* **GIVEN DATA**
┌────────
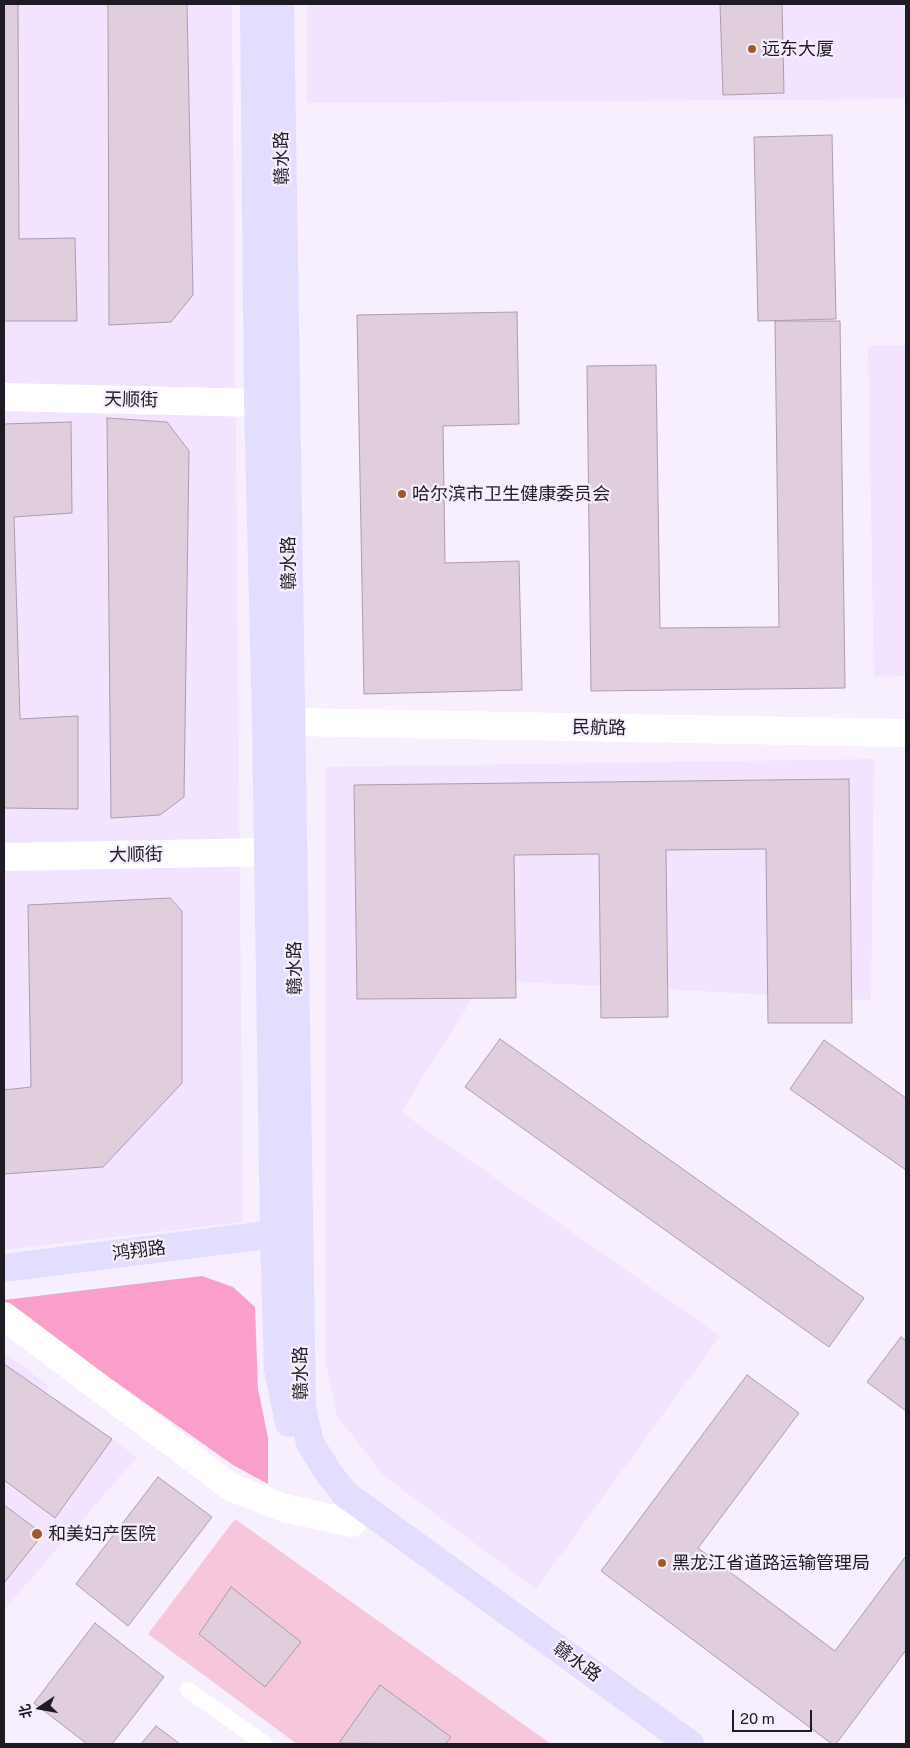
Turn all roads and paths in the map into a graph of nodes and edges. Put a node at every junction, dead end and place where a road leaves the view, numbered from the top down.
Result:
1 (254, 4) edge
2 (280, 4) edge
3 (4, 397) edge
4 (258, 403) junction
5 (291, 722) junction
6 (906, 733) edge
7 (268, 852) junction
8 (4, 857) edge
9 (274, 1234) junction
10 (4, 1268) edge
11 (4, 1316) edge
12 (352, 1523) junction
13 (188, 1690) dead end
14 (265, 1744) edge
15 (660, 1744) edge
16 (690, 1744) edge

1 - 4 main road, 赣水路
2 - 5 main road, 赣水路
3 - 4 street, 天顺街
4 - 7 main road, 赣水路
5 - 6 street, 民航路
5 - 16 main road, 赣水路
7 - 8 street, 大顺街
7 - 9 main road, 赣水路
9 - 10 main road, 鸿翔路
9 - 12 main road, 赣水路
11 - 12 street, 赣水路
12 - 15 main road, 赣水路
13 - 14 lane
└────────
┌────────
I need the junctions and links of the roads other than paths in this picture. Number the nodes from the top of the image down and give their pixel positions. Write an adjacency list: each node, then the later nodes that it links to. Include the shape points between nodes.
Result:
└────────
* **TASK ITEM**
In the entries above, find each line that has the word "roads". Copy it.

* **TASK SOLUTION**
Turn all roads and paths in the map into a graph of nodes and edges. Put a node at every junction, dead end and place where a road leaves the view, numbered from the top down.
I need the junctions and links of the roads other than paths in this picture. Number the nodes from the top of the image down and give their pixel positions. Write an adjacency list: each node, then the later nodes that it links to. Include the shape points between nodes.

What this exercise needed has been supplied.